“What a fate: to be condemned to work for a firm where the slightest negligence at once gave rise to the gravest suspicion! Were all the employees nothing but a bunch of scoundrels, was there not among them one single loyal devoted man who, had he wasted only an hour or so of the firm’s time in the morning, was so tormented by conscience as to be driven out of his mind and actually incapable of leaving his bed?”
- The Metamorphosis (1915) by Franz Kafka
One of Kafka’s best-known works, The Metamorphosis tells the story of salesman Gregor Samsa who wakes one morning to find himself inexplicably transformed into a huge insect and subsequently struggling to adjust to this new condition. The novella has been widely discussed among literary critics, with differing interpretations being offered.
- In Search of Lost Time (1913) by Marcel Proust
It is considered to be his most prominent work, known both for its length and its theme of involuntary memory, the most famous example being the “episode of the madeleine.” It gained fame in English in translations by C. K. Scott Moncrieff and Terence Kilmartin as “Remembrance of Things Past”, but the title In Search of Lost Time, a literal rendering of the French, has gained usage since D. J. Enright adopted it for his revised translation published in 1992.
- Portnoy’s Complaint (1969) by Philip Roth
The novel tells the humorous monologue of “a lust-ridden, mother-addicted young Jewish bachelor,” who confesses to his psychoanalyst in “intimate, shameful detail, and coarse, abusive language.”Many of its characteristics (such as comedic prose, themes of sexual desire and sexual frustration, and a self-conscious literariness) went on to become Roth trademarks.
- Death of a Salesman (1949) by Arthur Miller
It won the 1949 Pulitzer Prize for Drama and Tony Award for Best Play. The play premiered on Broadway in February 1949, running for 742 performances, and has been revived on Broadway four times,winning three Tony Awards for Best Revival.
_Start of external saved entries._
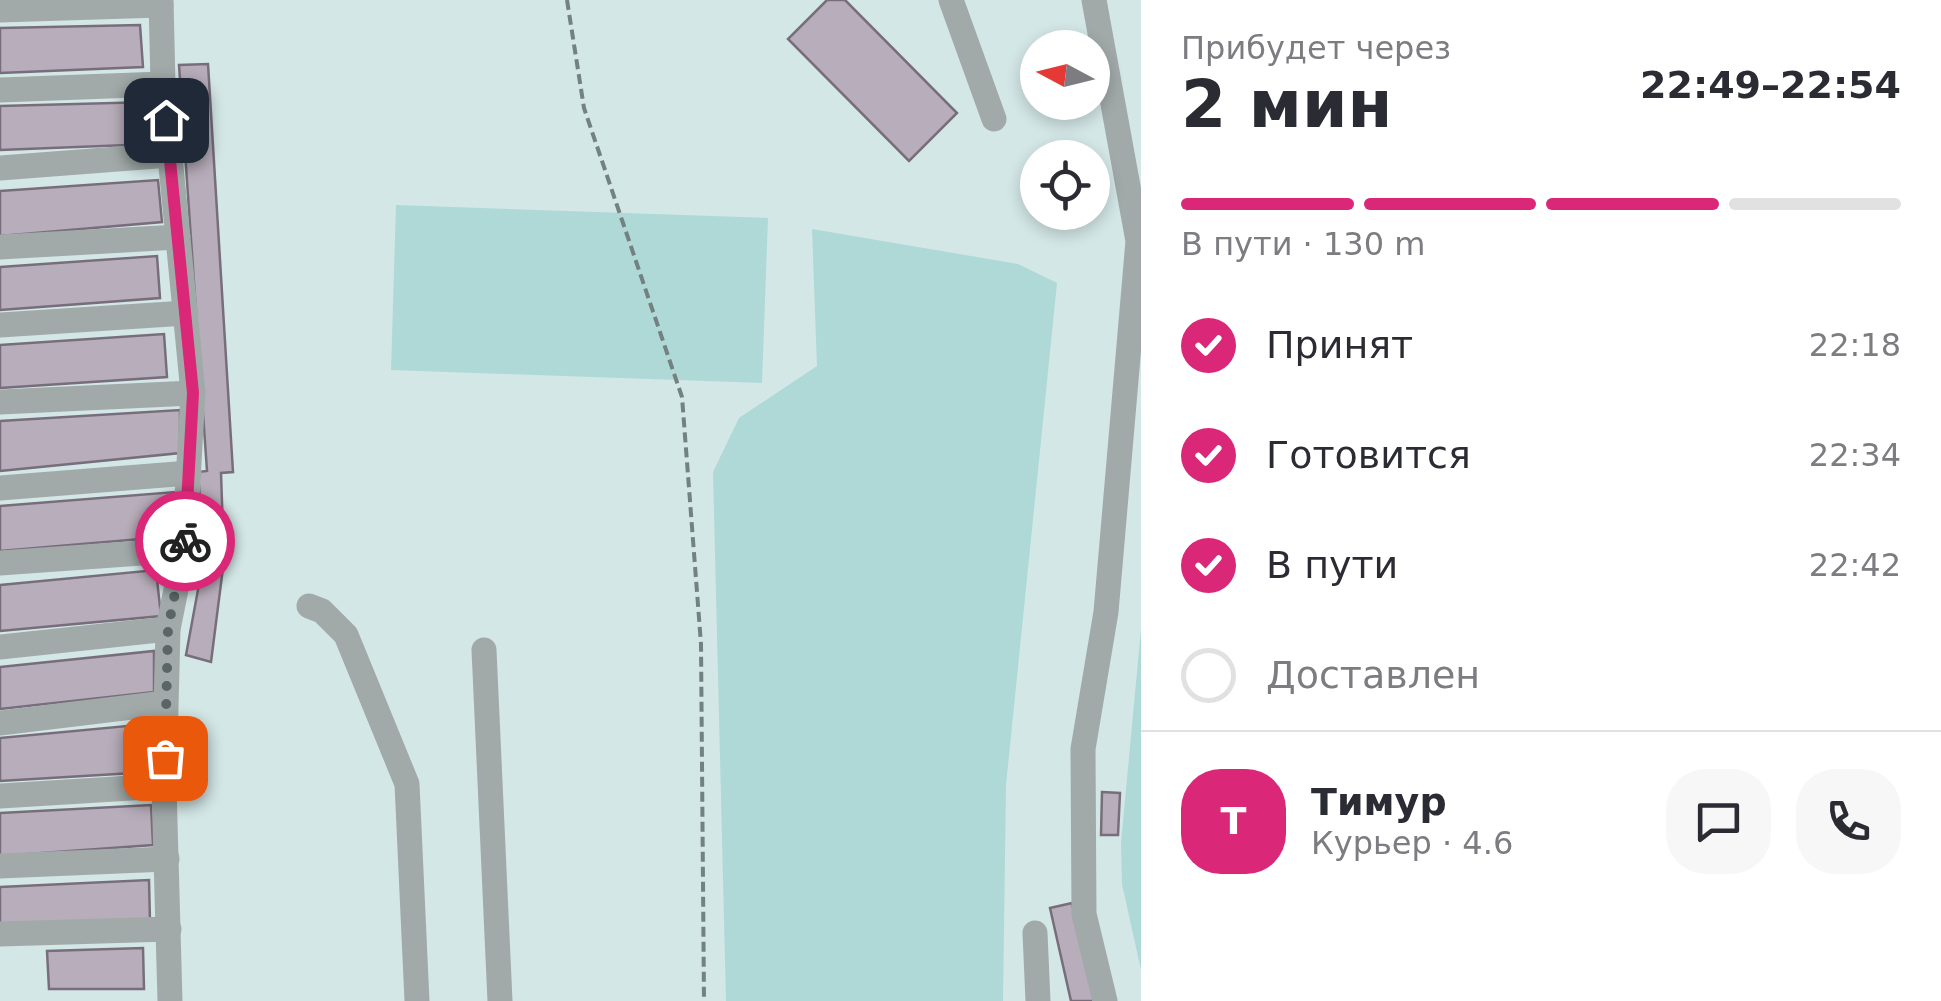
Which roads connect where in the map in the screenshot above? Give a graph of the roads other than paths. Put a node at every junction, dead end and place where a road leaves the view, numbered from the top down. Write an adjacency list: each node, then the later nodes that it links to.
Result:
1 (951, 0): 7 (lane)
2 (1094, 0): 37 (lane)
3 (161, 3): 4 (lane); 5 (lane)
4 (0, 10)
5 (163, 84): 6 (lane); 8 (lane)
6 (0, 90)
7 (994, 119)
8 (170, 155): 9 (lane); 10 (lane)
9 (0, 168)
10 (178, 237): 11 (lane); 12 (lane)
11 (0, 247)
12 (186, 313): 13 (lane); 14 (lane)
13 (0, 325)
14 (193, 393): 15 (lane); 16 (lane)
15 (0, 402)
16 (189, 473): 17 (lane); 18 (lane)
17 (0, 488)
18 (184, 550): 19 (lane); 21 (lane)
19 (0, 563)
20 (309, 606): 34 (lane)
21 (168, 629): 22 (lane); 24 (lane)
22 (0, 647)
23 (484, 650): 35 (lane)
24 (165, 703): 25 (lane); 26 (lane)
25 (0, 723)
26 (164, 786): 27 (lane); 28 (lane)
27 (0, 796)
28 (166, 858): 29 (lane); 30 (lane)
29 (0, 866)
30 (169, 929): 32 (lane); 33 (lane)
31 (1035, 933): 36 (lane)
32 (0, 934)
33 (170, 1001)
34 (418, 1001)
35 (500, 1001)
36 (1038, 1001)
37 (1106, 1001)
It is widely considered to be one of the greatest plays of the 20th century.
- The Catcher in the Rye (1951) by J.D. Salinger
A classic novel originally published for adults, it has since become popular with adolescent readers for its themes of teenage angstand alienation. It has been translated into almost all of the world’s major languages. Around 1 million copies are sold each year, with total sales of more than 65 million books. The novel’s protagonist Holden Caulfield has become an icon for teenage rebellion. The novel also deals with complex issues of innocence, identity, belonging, loss, and connection.
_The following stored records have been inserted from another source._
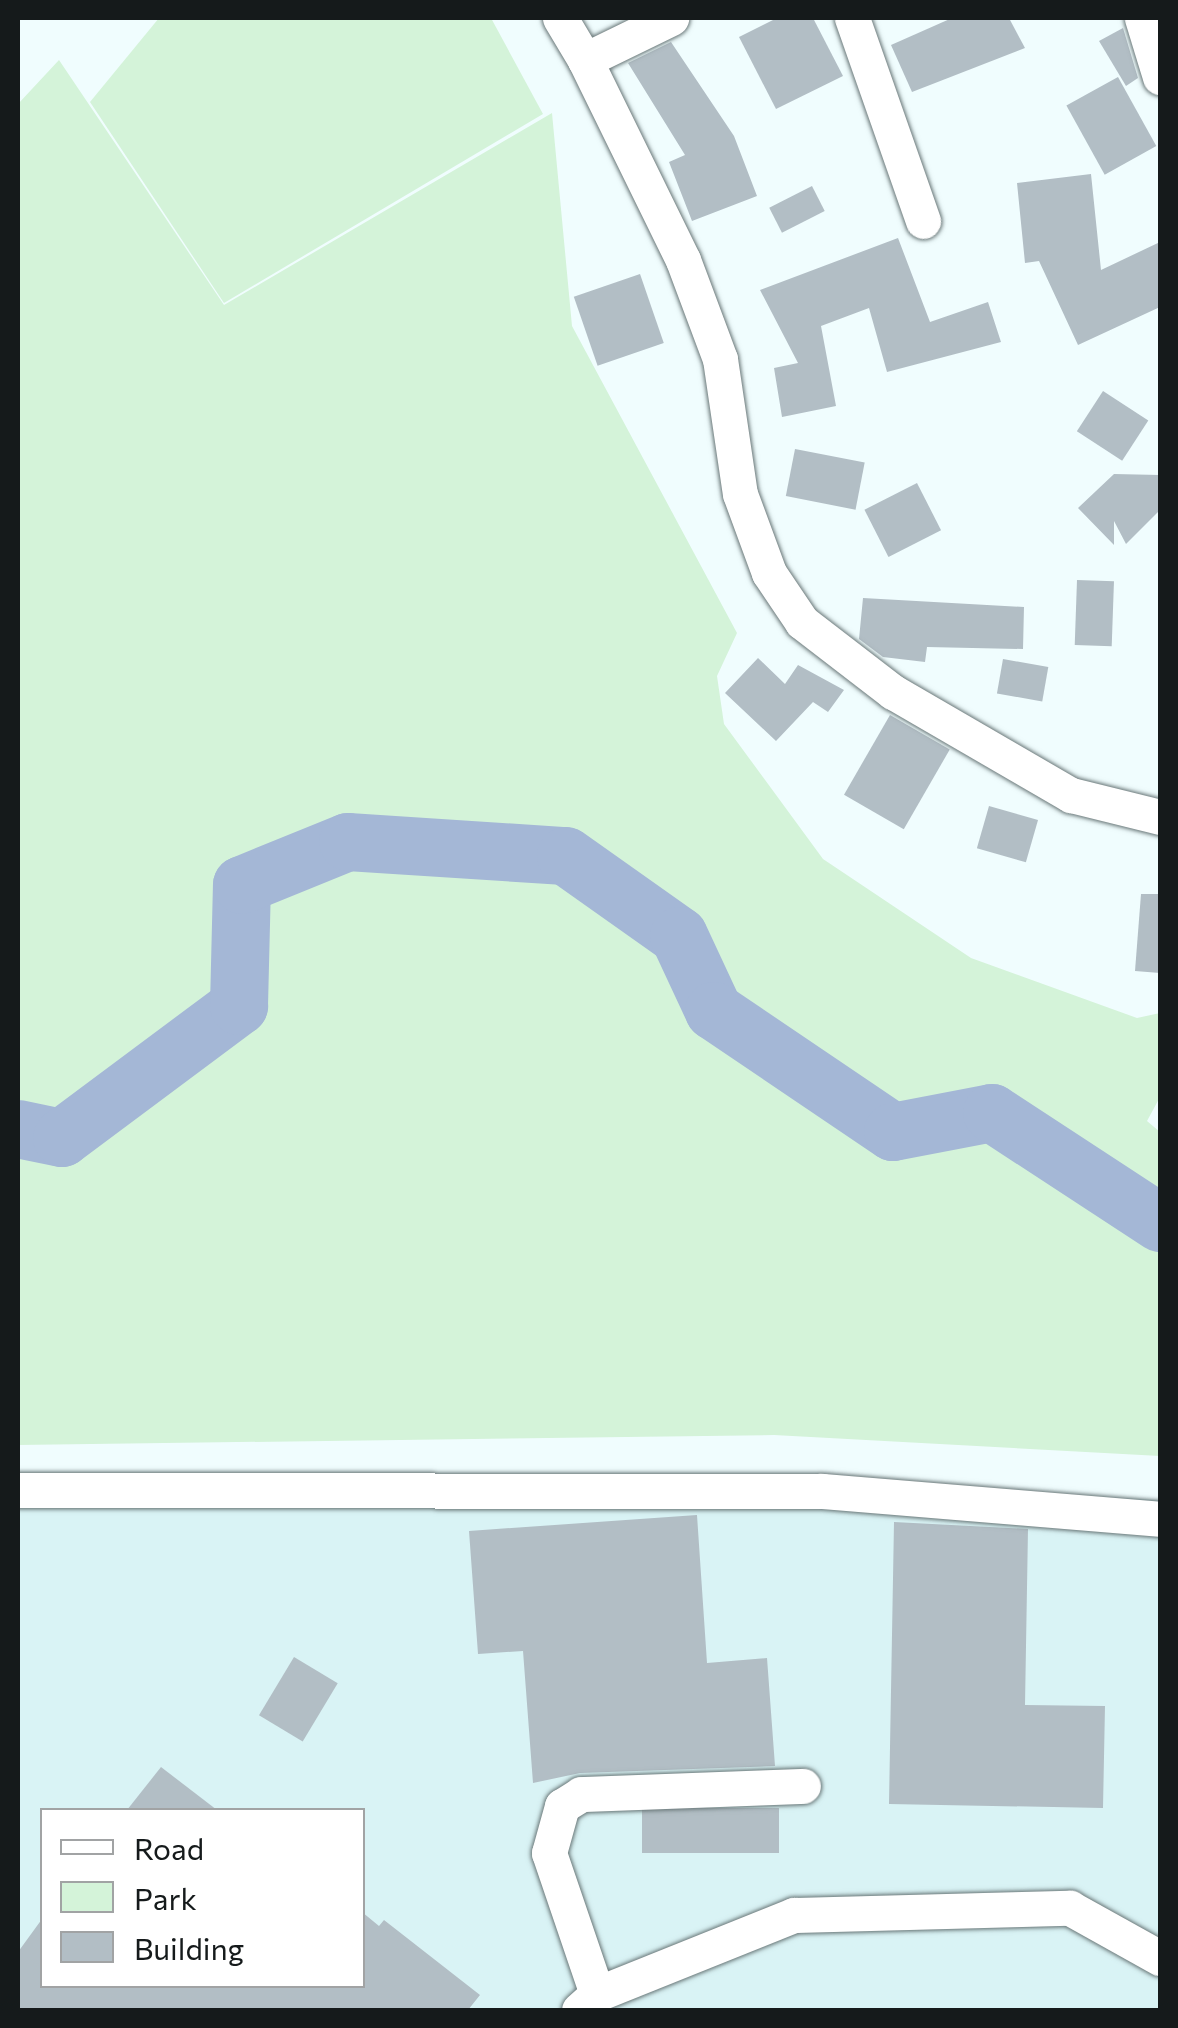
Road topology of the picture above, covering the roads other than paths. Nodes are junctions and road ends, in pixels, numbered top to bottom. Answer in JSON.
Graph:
{"nodes":[{"id":1,"x":560,"y":18,"type":"edge"},
{"id":2,"x":671,"y":18,"type":"edge"},
{"id":3,"x":852,"y":18,"type":"edge"},
{"id":4,"x":1142,"y":18,"type":"edge"},
{"id":5,"x":584,"y":60,"type":"junction"},
{"id":6,"x":1160,"y":78,"type":"edge"},
{"id":7,"x":924,"y":221,"type":"dead end"},
{"id":8,"x":1160,"y":817,"type":"edge"},
{"id":9,"x":18,"y":1490,"type":"edge"},
{"id":10,"x":1160,"y":1519,"type":"edge"},
{"id":11,"x":803,"y":1786,"type":"dead end"},
{"id":12,"x":1160,"y":1958,"type":"edge"},
{"id":13,"x":588,"y":2002,"type":"edge"}],
"edges":[{"from":1,"to":5,"type":"street"},
{"from":2,"to":5,"type":"street"},
{"from":3,"to":7,"type":"street"},
{"from":4,"to":6,"type":"street"},
{"from":5,"to":8,"type":"street"},
{"from":9,"to":10,"type":"street"},
{"from":11,"to":13,"type":"street"},
{"from":12,"to":13,"type":"street"}]}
- The Trial (1925) by Franz Kafka
One of his best-known works, it tells the story of Josef K., a man arrested and prosecuted by a remote, inaccessible authority, with the nature of his crime revealed neither to him nor to the reader.
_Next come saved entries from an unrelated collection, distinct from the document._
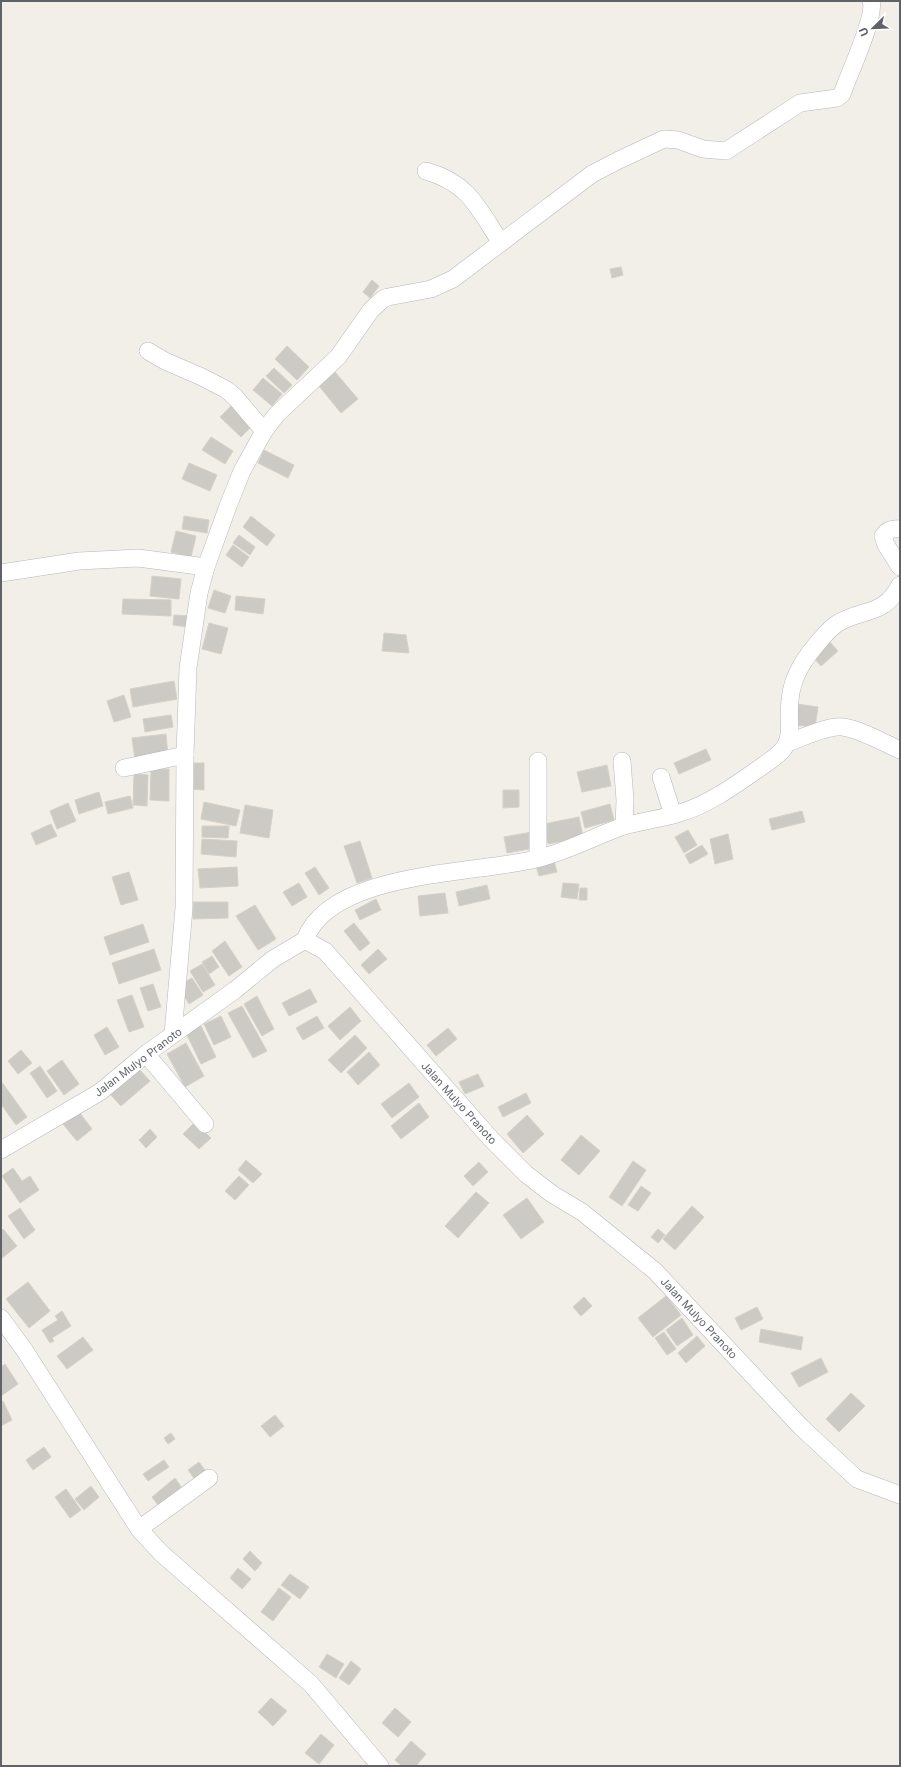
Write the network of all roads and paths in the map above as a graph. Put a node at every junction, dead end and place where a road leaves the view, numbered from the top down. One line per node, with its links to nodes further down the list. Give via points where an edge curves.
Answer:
1 (871, 1): 3 (street, via 871,14 842,94 837,98 800,103 726,151 703,150 678,140 664,139 592,174)
2 (426, 171): 3 (street, via 455,183 469,194)
3 (501, 243): 5 (street, via 442,286 382,299 371,310 338,357 282,410)
4 (148, 351): 5 (street, via 227,390)
5 (264, 431): 7 (street, via 242,471)
6 (900, 529): 8 (street, via 891,529 883,536)
7 (206, 567): 9 (street, via 138,558 79,561); 13 (street, via 199,593 188,668)
8 (900, 567)
9 (1, 573)
10 (900, 585): 11 (street, via 890,600 880,608 840,622 831,628 804,660 795,679 790,699)
11 (787, 743): 12 (street, via 832,728 843,727); 18 (street, via 777,755 741,781 692,809)
12 (900, 750)
13 (185, 755): 16 (street); 22 (street, via 184,908)
14 (538, 761): 20 (street)
15 (622, 761): 19 (street)
16 (124, 768)
17 (661, 776): 18 (street)
18 (673, 815): 19 (street)
19 (624, 826): 20 (street)
20 (538, 858): 21 (street, via 371,888 345,899 318,919 309,929)
21 (305, 940): 22 (street, Jalan Mulyo Pranoto, via 273,959 236,990); 28 (street, Jalan Mulyo Pranoto, via 325,952 491,1139 526,1174 582,1212 655,1271 801,1427 857,1479)
22 (173, 1034): 23 (street, Jalan Mulyo Pranoto)
23 (146, 1054): 24 (street); 25 (street, Jalan Mulyo Pranoto, via 100,1092)
24 (205, 1124)
25 (1, 1150)
26 (1, 1318): 29 (street, via 25,1351)
27 (209, 1478): 29 (street)
28 (900, 1495)
29 (139, 1529): 30 (street, via 161,1553 310,1684)
30 (380, 1766)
- Herzog (1964) by Saul Bellow
Herzog is set in 1964 in the United States, and is about the midlife crisis of a Jewish man named Moses E. Herzog. At the age of forty-seven, he is just emerging from his second divorce, this one particularly acrimonious. He has two children, one by each wife, who are growing up without him. His career as a writer and an academic has floundered. He is in a relationship with a vibrant woman, Ramona, but finds himself running away from commitment.